Por que apoiar o Governo do PT, então? Porque a sua política é - a curto e médio prazo boa para o país -, pois produz avanços sociais e, relativamente às opções é aquela que eu vejo como a única capaz não apenas de transformar beneficamente a nossa sociedade como também evitar um projeto puramente burguês como o PSDB - ainda que, paradoxalmente e mais adiante, por conta do método escolhido, isso possa ser o caminho para o seu próprio esgotamente enquanto agente transformador sem ter resolvido o antagonismo real que é o cerne da problemática, a contradição capital x trabalho.

abraços

Bruno disse...

Hugo, meu camarada,

Nós concordamos muito mais do que o seu comentário faz parecer! :-) Vamos aparar algumas arestas.

Hobsbawn se referia a qualquer processo revolucionário que ocorreu no século XX, socialista ou não. O que ele disse, em outras palavras, foi: "Sem apoio popular, nada feito". Não tem nada com que eu concorde mais.
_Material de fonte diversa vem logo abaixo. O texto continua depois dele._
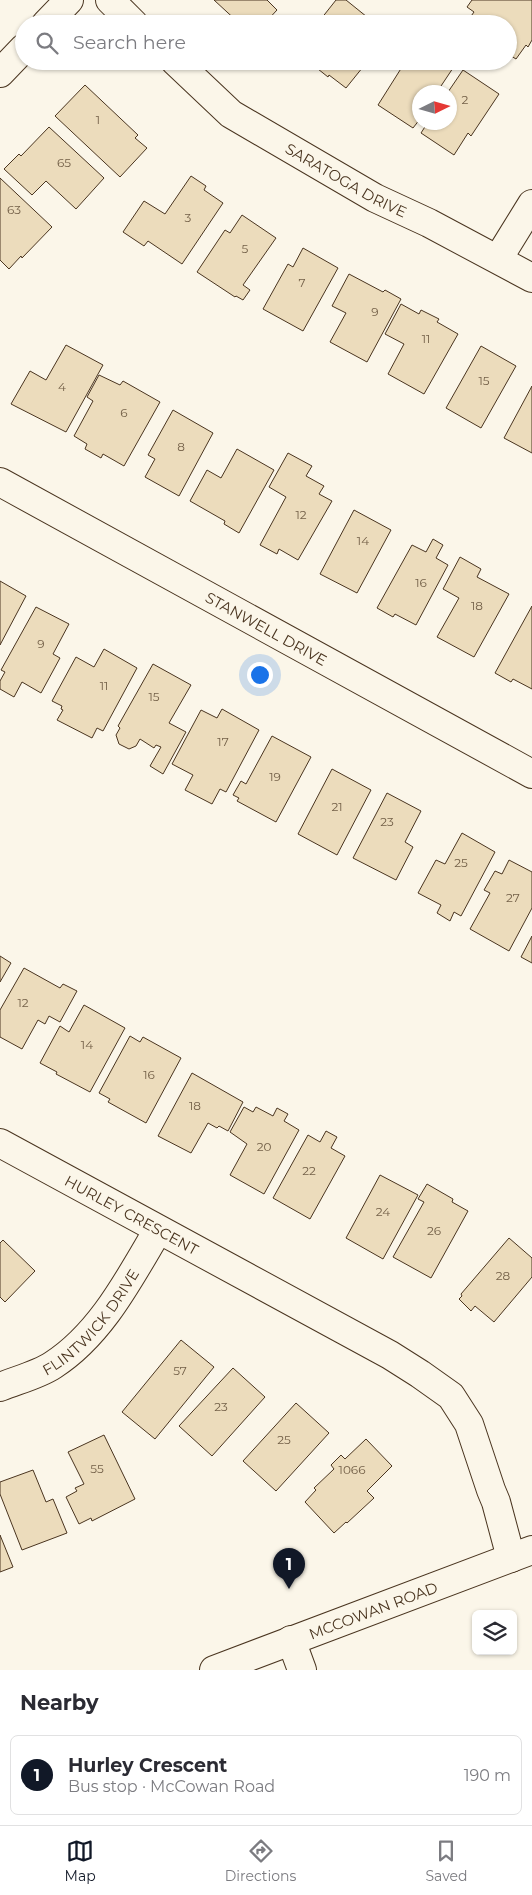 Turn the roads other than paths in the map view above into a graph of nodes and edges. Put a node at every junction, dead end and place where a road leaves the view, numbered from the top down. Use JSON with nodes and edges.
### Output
{"nodes":[{"id":1,"x":69,"y":0,"type":"edge"},
{"id":2,"x":110,"y":0,"type":"edge"},
{"id":3,"x":55,"y":15,"type":"edge"},
{"id":4,"x":125,"y":15,"type":"edge"},
{"id":5,"x":15,"y":57,"type":"edge"},
{"id":6,"x":184,"y":70,"type":"edge"},
{"id":7,"x":0,"y":73,"type":"edge"},
{"id":8,"x":532,"y":204,"type":"edge"},
{"id":9,"x":498,"y":259,"type":"junction"},
{"id":10,"x":532,"y":278,"type":"edge"},
{"id":11,"x":0,"y":482,"type":"edge"},
{"id":12,"x":532,"y":774,"type":"edge"},
{"id":13,"x":0,"y":1143,"type":"edge"},
{"id":14,"x":158,"y":1230,"type":"junction"},
{"id":15,"x":0,"y":1387,"type":"edge"},
{"id":16,"x":522,"y":1554,"type":"edge"},
{"id":17,"x":291,"y":1640,"type":"junction"},
{"id":18,"x":214,"y":1670,"type":"edge"},
{"id":19,"x":302,"y":1670,"type":"edge"}],
"edges":[{"from":1,"to":3,"type":"street"},
{"from":2,"to":4,"type":"street"},
{"from":5,"to":7,"type":"street"},
{"from":6,"to":9,"type":"street","name":"SARATOGA DRIVE"},
{"from":8,"to":9,"type":"street"},
{"from":9,"to":10,"type":"street","name":"SARATOGA DRIVE"},
{"from":11,"to":12,"type":"street","name":"STANWELL DRIVE"},
{"from":13,"to":14,"type":"street","name":"HURLEY CRESCENT"},
{"from":14,"to":15,"type":"street","name":"FLINTWICK DRIVE"},
{"from":14,"to":16,"type":"street","name":"HURLEY CRESCENT"},
{"from":16,"to":17,"type":"street","name":"MCCOWAN ROAD"},
{"from":17,"to":18,"type":"street","name":"MCCOWAN ROAD"},
{"from":17,"to":19,"type":"street"}]}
Concordamos que a estratégia vanguardista, leninista, não é a melhor maneira de se chegar a uma sociedade socialista. Seria uma loucura imaginar que um partido de quadros revolucionários, extremamente disciplinados e hierarquicamente organizados conseguisse por si só fazer e manter uma revolução socialista num país tão complexo quanto o Brasil. Daí chegamos ao método gramisciano que consideramos o ideal e que você resumiu muito bem: "A construção do processo revolucionário de uma forma orgânica, passando por uma intensa política de bases junto aos trabalhadores, produzindo espaços políticos mediante os quais a lógica do Estado Burguês seja desconstruída e que seus ocupantes possam participar ativa, dialogica e horizontalmente - sem dirigismos, sem demagogia". É preciso um trabalho de convecimento, de politização que só é possível quando a população tem acesso a informações diferentes das veiculadas na mídia burguesa.
E é aí que entra Lula. A inclusão social (e digital!) é importantíssima nesse processo. E isso o governo social-democrata de Lula tem feito com sucesso. Por isso eu disse que a social-democracia deve ser encarada como uma aliada.

Ou seja, Lula e Gramsci, tudo a ver! ;-)

(continua)

Bruno disse...

Bom, a expressão "enquanto a revolução não chega" foi usada ironicamente, como eu expliquei na minha resposta à Flávia. Eu me referia ao grupo de pessoas que não quer brincar se não for do jeito delas e acaba jogando o jogo da direita. Não se trata de "enquanto a revolução não vem toquemos a vida". É "vamos usar os avanços a nosso favor sem correr risco de retroceder".

O socialismo pra mim não é apenas um ponto luminoso, utópico, inatingível. Se assim fosse, eu já tinha virado a casaca ;-) Mas, e nisso concordamos, a coisa tem que ser trabalhada e a internet é um front importante. Mãos à obra :-)

Um abraço, e obrigado pelo comentário

Hugo Albuquerque disse...

Bruno,

Desculpe pelo ponto sobre o "enquanto a revolução não chega" que você já havia esclarecido para a Flávia - bem na hora em que eu escrevia o meu comentário, mas só o li agora. Mas, resumindo, é por isso que eu apoio o governo atual, sem ser propriamente lulista - o que não impede de reconhecer suas qualidades como político - ou ser petista - talvez há dez anos atrás eu já estaria filiado, hoje, sou no máximo um filo-petista, ou um admirador do significado que o PT ainda tem, mas que se perde no ar. Como já disse reiteradas vezes, o Comunismo - ou seja lá o nome que as pessoas deem hoje para o estado de Emancipação Humana - não se constrói sobre escombros, por isso as melhores - ou menos piores - opções reais devem ser escolhidas, infelizmente, eu não poderia cair de cabeça no projeto petista atual, pois ele não se coaduna exatamente com o que eu penso, apenas produz efeitos que eu julgo como os mais razoáveis na direção da produção do que eu julgo como justo. No fim, mais concordamos do que discordamos mesmo.

abração

Bruno disse...

Hugo,

Tudo esclarecido, meu chapa. É sempre um prazer debater com você.